╔══

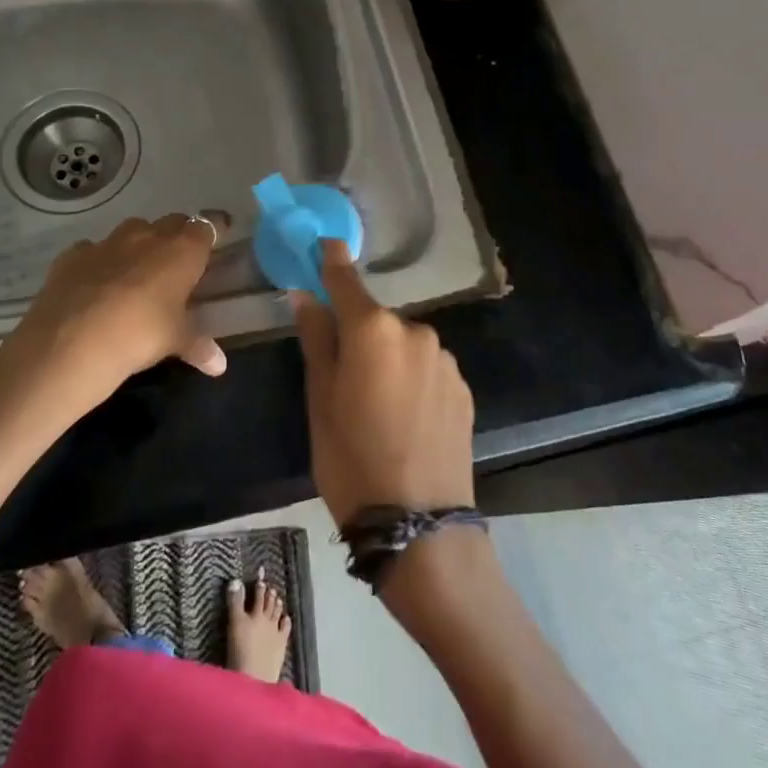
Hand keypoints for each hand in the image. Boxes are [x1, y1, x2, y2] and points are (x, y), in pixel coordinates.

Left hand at [0, 213, 227, 409]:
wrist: (69, 344)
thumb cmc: (139, 336)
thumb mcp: (174, 342)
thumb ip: (198, 346)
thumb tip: (220, 365)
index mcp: (181, 250)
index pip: (207, 226)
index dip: (214, 229)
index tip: (220, 234)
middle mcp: (147, 236)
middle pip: (172, 222)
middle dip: (178, 235)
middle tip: (181, 260)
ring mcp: (107, 242)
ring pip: (132, 231)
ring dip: (140, 245)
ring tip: (139, 272)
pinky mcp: (73, 255)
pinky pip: (93, 250)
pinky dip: (100, 261)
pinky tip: (96, 285)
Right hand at [293, 241, 475, 526]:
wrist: (419, 524)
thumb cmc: (352, 460)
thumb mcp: (320, 400)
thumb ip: (316, 339)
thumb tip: (306, 296)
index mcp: (373, 329)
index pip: (346, 279)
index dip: (332, 260)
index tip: (325, 243)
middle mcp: (414, 331)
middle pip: (377, 318)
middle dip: (359, 332)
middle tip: (343, 374)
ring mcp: (444, 358)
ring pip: (404, 344)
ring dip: (388, 358)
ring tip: (377, 406)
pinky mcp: (462, 386)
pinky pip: (426, 367)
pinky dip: (412, 378)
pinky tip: (405, 417)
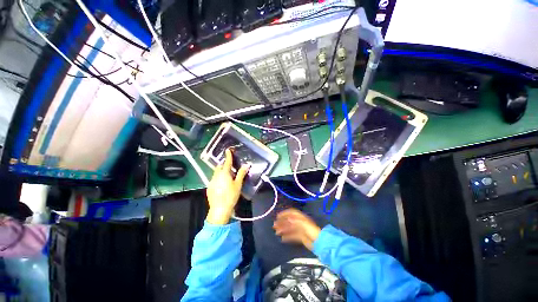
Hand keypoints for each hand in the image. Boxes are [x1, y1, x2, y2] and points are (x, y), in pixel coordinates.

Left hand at [206, 149, 249, 224]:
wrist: (219, 209)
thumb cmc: (231, 195)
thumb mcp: (238, 184)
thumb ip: (241, 174)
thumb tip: (246, 165)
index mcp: (224, 173)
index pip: (227, 162)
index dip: (228, 156)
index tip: (228, 150)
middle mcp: (216, 175)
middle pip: (220, 167)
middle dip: (224, 164)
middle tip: (230, 166)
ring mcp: (211, 181)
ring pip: (216, 173)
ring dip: (221, 172)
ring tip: (227, 176)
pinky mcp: (209, 187)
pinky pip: (214, 179)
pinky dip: (218, 178)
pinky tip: (222, 185)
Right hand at [273, 209, 320, 249]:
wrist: (319, 242)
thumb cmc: (311, 230)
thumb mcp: (304, 224)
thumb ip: (295, 221)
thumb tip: (287, 218)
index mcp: (301, 217)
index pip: (291, 213)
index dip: (285, 213)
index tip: (278, 216)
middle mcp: (299, 222)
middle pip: (289, 221)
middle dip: (282, 222)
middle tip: (275, 225)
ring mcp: (300, 230)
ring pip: (289, 228)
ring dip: (283, 229)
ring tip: (276, 232)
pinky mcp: (300, 237)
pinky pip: (292, 235)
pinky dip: (287, 236)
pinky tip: (282, 238)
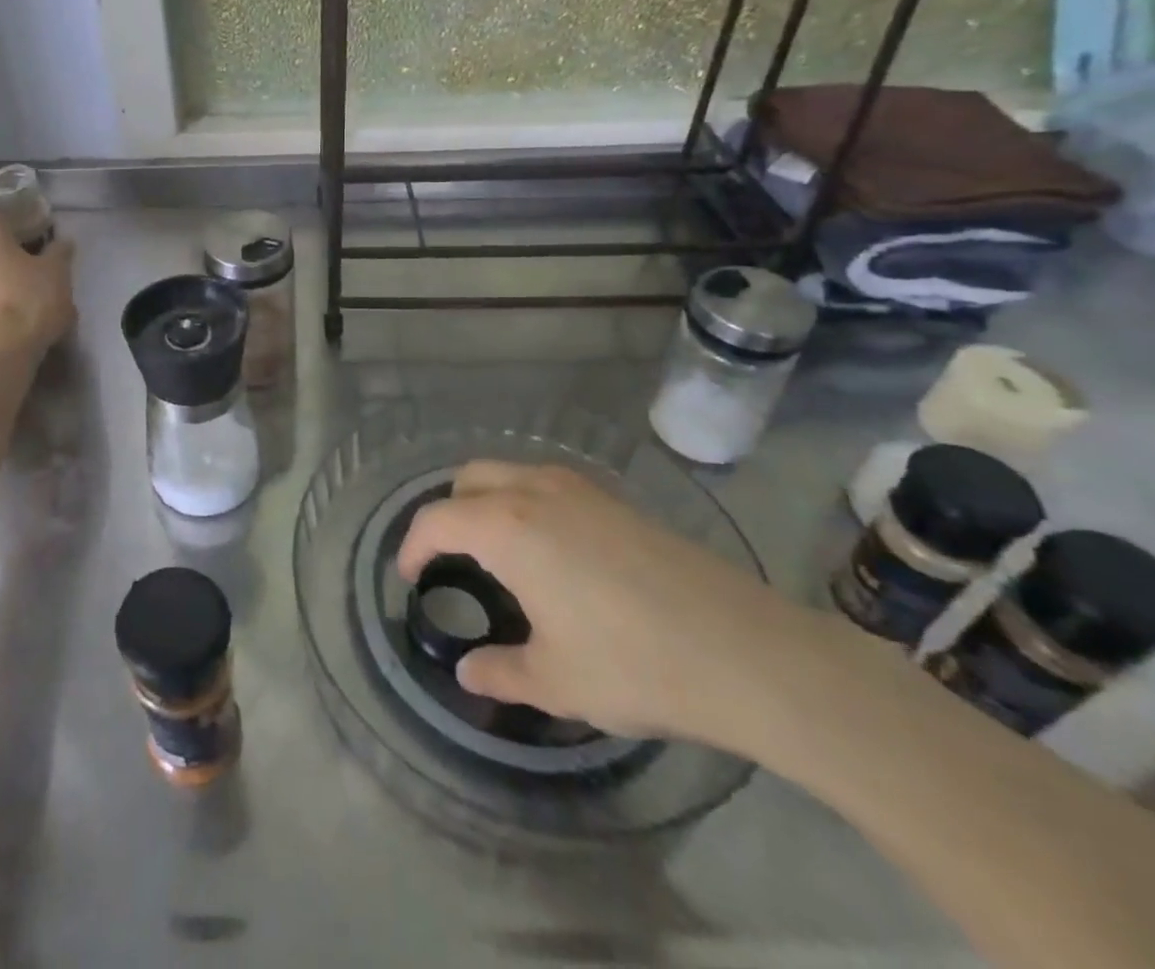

╚══

Work order: The listing above should be repeated word for word, pictures removed.

Result below:
Hand keypoints for each hand in the image. Boxes are [x1, y1, x2, y2] and points are (x, y), in pixel coordinates.

Left hand at [0, 213, 227, 409]:
wrist: (69, 344)
thumb cmc: (139, 336)
thumb mcp: (174, 342)
thumb ip: (198, 346)
thumb tip: (220, 365)
index mcp: (181, 250)
index pip: (207, 226)
index dip: (214, 229)
index tip: (220, 234)
middle mcp: (147, 236)
middle pip: (172, 222)
middle dip: (178, 235)
middle tip: (181, 260)
ring mcp: (107, 242)
ring pip: (132, 231)
ring dip: (140, 245)
ring tip: (139, 272)
pinky mcp: (73, 255)
pinky pip: (93, 250)
pinky dip: (100, 261)
pinky tip: (96, 285)
Right hand at [293, 241, 475, 526]:
wrist: (419, 524)
thumb cmc: (352, 460)
thumb mcp: (320, 400)
thumb ip: (316, 339)
thumb tip: (306, 296)
index mcp: (373, 329)
index pip: (346, 279)
index dip: (332, 260)
index tip: (325, 243)
middle mcp: (414, 331)
middle pip: (377, 318)
middle dip: (359, 332)
middle tip: (343, 374)
ring mcp: (444, 358)
ring pip: (404, 344)
ring dip: (388, 358)
ring tip: (377, 406)
pinky mcp: (462, 386)
pinky pip: (426, 367)
pinky dip: (412, 378)
pinky tip: (405, 417)
Hand keypoints for each hand in the image. Boxes are [x1, y1, x2, y2] and points are (x, y), in pixel coordinates.

Left hand at [206, 149, 249, 224]:
wrist: (219, 209)
thumb cmc: (231, 195)
thumb mcp: (238, 184)
thumb ip: (241, 174)
thumb tip: (246, 165)
index mcp: (224, 173)
index pip: (227, 162)
index dip: (228, 156)
index tip: (228, 150)
middle mcp: (216, 175)
middle pip: (220, 167)
middle dip: (224, 164)
middle tip: (230, 166)
ring mcp: (211, 181)
ring pip: (216, 173)
ring dip: (221, 172)
ring tip: (227, 176)
pinky mcp: (209, 187)
pinky pip: (214, 179)
pinky dip: (218, 178)
pinky tip: (222, 185)
Right hand at [273, 209, 320, 249]:
wrist: (319, 242)
thumb cmc: (311, 230)
thumb mcp: (304, 224)
thumb ip: (295, 221)
thumb tip: (287, 218)
index mcp: (301, 217)
index pip: (291, 213)
index dip: (285, 213)
index tip: (278, 216)
middle mcp: (299, 222)
middle pip: (289, 221)
middle dip: (282, 222)
middle tip: (275, 225)
ring mcp: (300, 230)
ring pip: (289, 228)
ring dip: (283, 229)
ring tip: (276, 232)
pinky mcp: (300, 237)
pinky pip: (292, 235)
pinky dip: (287, 236)
pinky tip: (282, 238)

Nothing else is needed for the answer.